◆ Task requirements: Every line in the data below that holds "nodes" should be found and copied.

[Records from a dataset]
+++
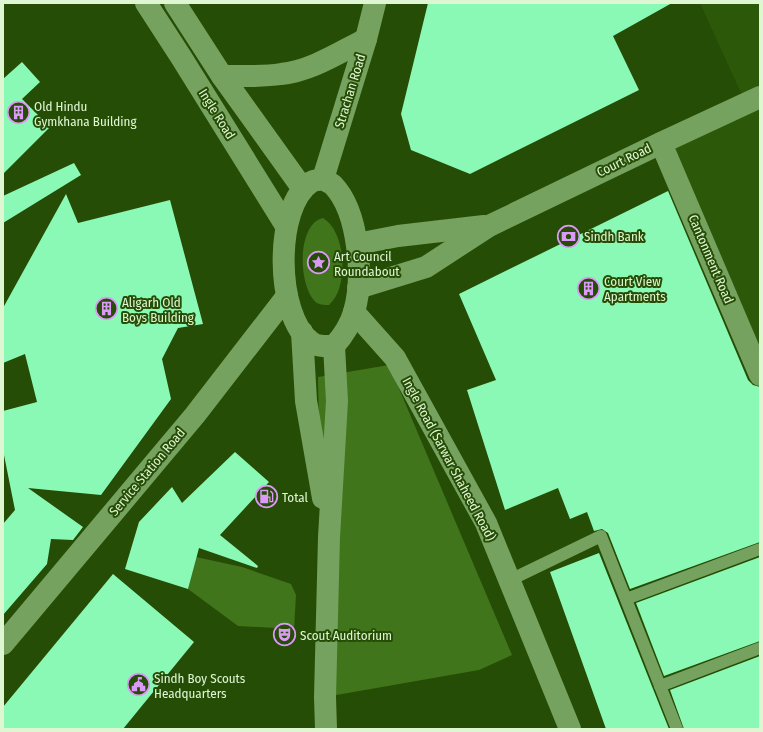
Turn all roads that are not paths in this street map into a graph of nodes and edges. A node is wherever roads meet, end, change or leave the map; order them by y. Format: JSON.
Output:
{"nodes":[{"id":1,"x":146,"y":3,"type":"edge"},
{"id":2,"x":174,"y":3,"type":"edge"},
{"id":3,"x":375,"y":3,"type":"edge"},
{"id":4,"x":366,"y":39,"type":"junction"},
{"id":5,"x":222,"y":76,"type":"junction"},
{"id":6,"x":760,"y":97,"type":"edge"},
{"id":7,"x":661,"y":142,"type":"junction"},
{"id":8,"x":323,"y":179,"type":"junction"},
{"id":9,"x":303,"y":189,"type":"junction"},
{"id":10,"x":286,"y":226,"type":"junction"},
{"id":11,"x":489,"y":226,"type":"junction"},
{"id":12,"x":357,"y":244,"type":"junction"},
{"id":13,"x":358,"y":288,"type":"junction"},
{"id":14,"x":287,"y":296,"type":"junction"},
{"id":15,"x":354,"y":312,"type":"junction"},
{"id":16,"x":302,"y":332,"type":"junction"},
{"id":17,"x":334,"y":346,"type":"junction"},
{"id":18,"x":760,"y":375,"type":"edge"},
{"id":19,"x":329,"y":537,"type":"junction"},
{"id":20,"x":760,"y":548,"type":"edge"},
{"id":21,"x":510,"y":580,"type":"junction"},
{"id":22,"x":626,"y":599,"type":"junction"},
{"id":23,"x":3,"y":644,"type":"edge"},
{"id":24,"x":760,"y":648,"type":"edge"},
{"id":25,"x":660,"y":686,"type":"junction"},
{"id":26,"x":326,"y":729,"type":"edge"},
{"id":27,"x":570,"y":729,"type":"edge"},
{"id":28,"x":677,"y":729,"type":"edge"}],
"edges":[{"from":1,"to":10,"type":"main road","name":"Ingle Road"},
{"from":2,"to":5,"type":"main road","name":"Ingle Road"},
{"from":3,"to":4,"type":"main road","name":"Strachan Road"},
{"from":4,"to":5,"type":"main road"},
{"from":4,"to":8,"type":"main road","name":"Strachan Road"},
{"from":5,"to":9,"type":"main road","name":"Ingle Road"},
{"from":6,"to":7,"type":"main road","name":"Court Road"},
{"from":7,"to":11,"type":"main road","name":"Court Road"},
{"from":7,"to":18,"type":"main road","name":"Cantonment Road"},
{"from":8,"to":9,"type":"main road"},
{"from":8,"to":12,"type":"main road"},
{"from":9,"to":10,"type":"main road"},
{"from":10,"to":14,"type":"main road"},
{"from":11,"to":12,"type":"main road","name":"Court Road"},
{"from":11,"to":13,"type":"main road","name":"Court Road"},
{"from":12,"to":13,"type":"main road"},
{"from":13,"to":15,"type":"main road"},
{"from":14,"to":16,"type":"main road"},
{"from":14,"to":23,"type":"main road","name":"Service Station Road"},
{"from":15,"to":17,"type":"main road"},
{"from":15,"to":21,"type":"main road","name":"Ingle Road (Sarwar Shaheed Road)"},
{"from":16,"to":17,"type":"main road"},
{"from":16,"to":19,"type":"main road"},
{"from":17,"to":19,"type":"main road"},
{"from":19,"to":26,"type":"main road"},
{"from":20,"to":22,"type":"lane"},
{"from":21,"to":22,"type":"lane"},
{"from":21,"to":27,"type":"main road","name":"Ingle Road (Sarwar Shaheed Road)"},
{"from":22,"to":25,"type":"lane"},
{"from":24,"to":25,"type":"lane"},
{"from":25,"to":28,"type":"lane"}]}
+++
◆ Output for this task:
Turn all roads that are not paths in this street map into a graph of nodes and edges. A node is wherever roads meet, end, change or leave the map; order them by y. Format: JSON.
{"nodes":[{"id":1,"x":146,"y":3,"type":"edge"},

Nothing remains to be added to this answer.